Our backbone adaptation is simple and makes detection fine-tuning compatible with global self-attention pre-training. As stated, it is not necessary to redesign the pre-training architectures.

Discussion.

Object detectors contain components that can be task agnostic, such as the backbone, and other components that are task-specific, such as RoI heads. This model decomposition enables the task-agnostic components to be pre-trained using non-detection data (e.g., ImageNet), which may provide an advantage since detection training data is relatively scarce.

Under this perspective, it becomes reasonable to pursue a backbone that involves fewer inductive biases, since the backbone may be trained effectively using large-scale data and/or self-supervision. In contrast, the detection task-specific components have relatively little data available and may still benefit from additional inductive biases. While pursuing detection heads with fewer inductive biases is an active area of work, leading methods like DETR are challenging to train and still benefit from detection-specific prior knowledge .

Driven by these observations, our work follows the spirit of the original plain ViT paper with respect to the detector’s backbone. While the ViT paper’s discussion focused on reducing inductive biases on translation equivariance, in our case, it is about having fewer or even no inductive bias on scale equivariance in the backbone. We hypothesize that the way for a plain backbone to achieve scale equivariance is to learn the prior knowledge from data, analogous to how it learns translation equivariance and locality without convolutions .

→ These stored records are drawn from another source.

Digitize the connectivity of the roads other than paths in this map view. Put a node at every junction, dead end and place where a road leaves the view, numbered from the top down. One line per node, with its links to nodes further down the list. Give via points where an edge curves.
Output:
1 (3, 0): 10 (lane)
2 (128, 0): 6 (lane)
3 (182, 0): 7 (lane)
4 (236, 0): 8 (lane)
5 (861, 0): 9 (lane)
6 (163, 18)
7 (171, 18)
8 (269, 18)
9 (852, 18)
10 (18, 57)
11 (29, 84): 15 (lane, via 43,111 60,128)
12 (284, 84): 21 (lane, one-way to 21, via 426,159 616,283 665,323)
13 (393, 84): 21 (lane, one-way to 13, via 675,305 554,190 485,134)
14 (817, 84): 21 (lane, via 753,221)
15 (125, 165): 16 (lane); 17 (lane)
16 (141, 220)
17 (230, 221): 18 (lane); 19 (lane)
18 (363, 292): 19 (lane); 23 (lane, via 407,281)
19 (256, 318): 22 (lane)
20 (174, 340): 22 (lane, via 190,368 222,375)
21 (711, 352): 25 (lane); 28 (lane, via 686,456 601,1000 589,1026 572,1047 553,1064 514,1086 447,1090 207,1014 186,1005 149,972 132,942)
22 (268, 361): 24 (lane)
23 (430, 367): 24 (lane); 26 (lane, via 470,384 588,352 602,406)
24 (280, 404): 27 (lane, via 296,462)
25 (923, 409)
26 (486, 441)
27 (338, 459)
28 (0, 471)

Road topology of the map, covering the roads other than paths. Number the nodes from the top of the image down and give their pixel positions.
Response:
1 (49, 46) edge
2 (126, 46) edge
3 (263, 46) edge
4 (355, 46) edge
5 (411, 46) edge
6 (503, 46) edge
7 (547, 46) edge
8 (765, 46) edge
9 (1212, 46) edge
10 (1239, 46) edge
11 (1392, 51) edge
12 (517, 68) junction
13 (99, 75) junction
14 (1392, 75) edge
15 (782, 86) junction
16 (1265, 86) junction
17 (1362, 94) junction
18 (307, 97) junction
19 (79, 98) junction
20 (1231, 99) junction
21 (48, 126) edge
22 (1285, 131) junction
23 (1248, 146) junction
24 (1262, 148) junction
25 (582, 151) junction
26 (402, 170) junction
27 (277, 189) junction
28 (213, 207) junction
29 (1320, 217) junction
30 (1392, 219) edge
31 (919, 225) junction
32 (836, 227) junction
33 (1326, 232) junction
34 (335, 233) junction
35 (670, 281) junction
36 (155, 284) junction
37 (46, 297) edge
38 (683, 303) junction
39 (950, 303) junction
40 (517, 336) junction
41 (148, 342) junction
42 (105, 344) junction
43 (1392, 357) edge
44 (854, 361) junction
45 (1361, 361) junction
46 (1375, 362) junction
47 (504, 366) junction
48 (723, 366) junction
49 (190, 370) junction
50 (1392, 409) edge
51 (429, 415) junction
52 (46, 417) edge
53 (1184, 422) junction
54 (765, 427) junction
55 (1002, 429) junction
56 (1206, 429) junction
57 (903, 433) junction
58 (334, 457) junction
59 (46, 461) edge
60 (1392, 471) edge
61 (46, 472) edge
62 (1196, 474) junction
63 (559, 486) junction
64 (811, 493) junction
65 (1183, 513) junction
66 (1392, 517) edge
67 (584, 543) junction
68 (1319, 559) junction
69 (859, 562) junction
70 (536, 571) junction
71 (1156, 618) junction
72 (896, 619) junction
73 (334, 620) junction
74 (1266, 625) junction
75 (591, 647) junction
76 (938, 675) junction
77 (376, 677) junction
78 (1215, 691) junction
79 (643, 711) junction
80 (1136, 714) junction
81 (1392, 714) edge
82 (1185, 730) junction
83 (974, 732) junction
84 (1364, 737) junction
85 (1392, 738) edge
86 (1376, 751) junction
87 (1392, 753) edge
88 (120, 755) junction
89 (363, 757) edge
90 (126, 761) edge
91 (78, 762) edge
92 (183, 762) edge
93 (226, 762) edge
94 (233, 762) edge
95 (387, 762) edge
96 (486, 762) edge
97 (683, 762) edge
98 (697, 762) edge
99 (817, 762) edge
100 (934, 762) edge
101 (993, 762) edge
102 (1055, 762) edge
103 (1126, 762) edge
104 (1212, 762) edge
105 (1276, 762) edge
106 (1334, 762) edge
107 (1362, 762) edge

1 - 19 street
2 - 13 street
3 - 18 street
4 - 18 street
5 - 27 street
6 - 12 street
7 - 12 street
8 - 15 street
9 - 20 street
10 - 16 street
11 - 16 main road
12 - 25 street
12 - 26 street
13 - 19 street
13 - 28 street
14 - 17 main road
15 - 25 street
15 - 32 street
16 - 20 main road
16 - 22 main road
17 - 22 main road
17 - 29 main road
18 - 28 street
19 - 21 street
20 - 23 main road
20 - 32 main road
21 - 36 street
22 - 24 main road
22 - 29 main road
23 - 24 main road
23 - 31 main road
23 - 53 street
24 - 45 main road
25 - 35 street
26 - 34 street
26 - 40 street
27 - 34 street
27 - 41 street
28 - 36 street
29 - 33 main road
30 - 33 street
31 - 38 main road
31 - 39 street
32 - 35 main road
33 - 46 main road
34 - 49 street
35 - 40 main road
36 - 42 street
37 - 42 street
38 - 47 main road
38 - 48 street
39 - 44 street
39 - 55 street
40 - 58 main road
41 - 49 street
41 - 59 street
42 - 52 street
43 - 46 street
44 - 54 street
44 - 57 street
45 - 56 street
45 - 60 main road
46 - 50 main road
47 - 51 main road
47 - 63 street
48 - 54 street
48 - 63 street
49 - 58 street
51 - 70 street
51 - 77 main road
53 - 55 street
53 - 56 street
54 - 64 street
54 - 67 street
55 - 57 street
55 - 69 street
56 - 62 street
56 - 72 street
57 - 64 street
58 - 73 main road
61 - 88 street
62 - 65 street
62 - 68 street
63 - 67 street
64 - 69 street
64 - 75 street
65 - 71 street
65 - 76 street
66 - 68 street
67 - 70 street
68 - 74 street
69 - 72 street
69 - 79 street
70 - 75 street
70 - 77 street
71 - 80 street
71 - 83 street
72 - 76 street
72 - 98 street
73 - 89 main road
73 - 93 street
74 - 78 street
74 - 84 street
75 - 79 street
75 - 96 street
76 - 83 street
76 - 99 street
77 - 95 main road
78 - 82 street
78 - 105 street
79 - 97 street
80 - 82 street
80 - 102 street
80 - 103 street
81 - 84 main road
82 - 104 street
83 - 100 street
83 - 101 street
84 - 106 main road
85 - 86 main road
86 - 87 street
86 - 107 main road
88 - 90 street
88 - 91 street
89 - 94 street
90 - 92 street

Our goal is to demonstrate the feasibility of this approach. Thus we choose to implement our method with standard detection specific components (i.e., Mask R-CNN and its extensions). Exploring even fewer inductive biases in the detection heads is an open and interesting direction for future work. We hope it can benefit from and build on our work here.

Implementation.

We use the vanilla ViT-B, ViT-L, ViT-H as the pre-training backbones. We set the patch size as 16 and thus the feature map scale is 1/16, i.e., stride = 16.Changing the stride affects the scale distribution and presents a different accuracy shift for objects of different scales. This topic is beyond the scope of this study. For simplicity, we use the same patch size of 16 for all of ViT-B, L, H (see the appendix). Our detector heads follow Mask R-CNN or Cascade Mask R-CNN , with architectural details described in the appendix. The input image is 1024 $\times$ 1024, augmented with large-scale jittering during training. Due to this heavy regularization, we fine-tune for up to 100 epochs in COCO. We use the AdamW optimizer and search for optimal hyper-parameters using a baseline version. More details are in the appendix.

Experiments

We perform ablation experiments on the COCO dataset . We train on the train2017 split and evaluate on the val2017 split. We report results on bounding-box object detection (AP ${}^{\text{box}}$ ) and instance segmentation (AP ${}^{\text{mask}}$ ).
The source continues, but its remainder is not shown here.